- [WORK TASK]
Can you write out the whole listing exactly?

**** TASK DATA

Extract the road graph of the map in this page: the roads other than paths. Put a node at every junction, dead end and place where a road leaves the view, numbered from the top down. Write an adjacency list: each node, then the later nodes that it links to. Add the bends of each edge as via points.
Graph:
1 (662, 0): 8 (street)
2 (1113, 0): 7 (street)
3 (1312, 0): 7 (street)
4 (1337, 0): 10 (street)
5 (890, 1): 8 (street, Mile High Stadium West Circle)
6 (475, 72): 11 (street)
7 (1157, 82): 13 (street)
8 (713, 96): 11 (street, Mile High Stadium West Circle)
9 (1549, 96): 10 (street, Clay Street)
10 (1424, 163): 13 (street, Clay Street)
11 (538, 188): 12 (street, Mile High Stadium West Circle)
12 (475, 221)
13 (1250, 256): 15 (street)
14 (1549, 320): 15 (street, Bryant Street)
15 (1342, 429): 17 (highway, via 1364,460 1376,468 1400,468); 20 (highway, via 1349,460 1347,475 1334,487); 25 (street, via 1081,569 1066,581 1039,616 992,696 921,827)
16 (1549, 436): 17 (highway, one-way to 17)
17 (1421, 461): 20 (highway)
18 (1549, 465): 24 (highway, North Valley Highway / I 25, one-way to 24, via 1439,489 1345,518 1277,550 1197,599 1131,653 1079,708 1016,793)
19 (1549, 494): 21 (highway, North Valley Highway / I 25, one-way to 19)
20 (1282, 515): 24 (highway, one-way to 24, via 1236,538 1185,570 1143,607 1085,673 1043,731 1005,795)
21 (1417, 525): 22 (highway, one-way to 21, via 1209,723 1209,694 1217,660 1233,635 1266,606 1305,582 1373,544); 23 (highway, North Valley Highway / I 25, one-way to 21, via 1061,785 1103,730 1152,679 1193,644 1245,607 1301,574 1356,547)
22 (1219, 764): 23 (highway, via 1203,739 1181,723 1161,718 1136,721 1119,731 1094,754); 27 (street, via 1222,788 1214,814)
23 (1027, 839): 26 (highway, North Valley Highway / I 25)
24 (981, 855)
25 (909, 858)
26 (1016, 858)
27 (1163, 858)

********

- [RESULT OF THIS EXERCISE]
Extract the road graph of the map in this page: the roads other than paths. Put a node at every junction, dead end and place where a road leaves the view, numbered from the top down. Write an adjacency list: each node, then the later nodes that it links to. Add the bends of each edge as via points.
Graph:
1 (662, 0): 8 (street)
2 (1113, 0): 7 (street)
3 (1312, 0): 7 (street)
4 (1337, 0): 10 (street)
5 (890, 1): 8 (street, Mile High Stadium West Circle)
6 (475, 72): 11 (street)
7 (1157, 82): 13 (street)
8 (713, 96): 11 (street, Mile High Stadium West Circle)
9 (1549, 96): 10 (street, Clay Street)
10 (1424, 163): 13 (street, Clay Street)
11 (538, 188): 12 (street, Mile High Stadium West Circle)
12 (475, 221)
13 (1250, 256): 15 (street)
14 (1549, 320): 15 (street, Bryant Street)
15 (1342, 429): 17 (highway, via 1364,460 1376,468 1400,468); 20 (highway, via 1349,460 1347,475 1334,487); 25 (street, via 1081,569 1066,581 1039,616 992,696 921,827)
16 (1549, 436): 17 (highway, one-way to 17)
17 (1421, 461): 20 (highway)
18 (1549, 465): 24 (highway, North Valley Highway / I 25, one-way to 24, via 1439,489 1345,518 1277,550 1197,599 1131,653 1079,708 1016,793)
19 (1549, 494): 21 (highway, North Valley Highway / I 25, one-way to 19)
20 (1282, 515): 24 (highway, one-way to 24, via 1236,538 1185,570 1143,607 1085,673 1043,731 1005,795)
21 (1417, 525): 22 (highway, one-way to 21, via 1209,723 1209,694 1217,660 1233,635 1266,606 1305,582 1373,544); 23 (highway, North Valley Highway / I 25, one-way to 21, via 1061,785 1103,730 1152,679 1193,644 1245,607 1301,574 1356,547)
22 (1219, 764): 23 (highway, via 1203,739 1181,723 1161,718 1136,721 1119,731 1094,754); 27 (street, via 1222,788 1214,814)
23 (1027, 839): 26 (highway, North Valley Highway / I 25)
24 (981, 855)
25 (909, 858)
26 (1016, 858)
27 (1163, 858)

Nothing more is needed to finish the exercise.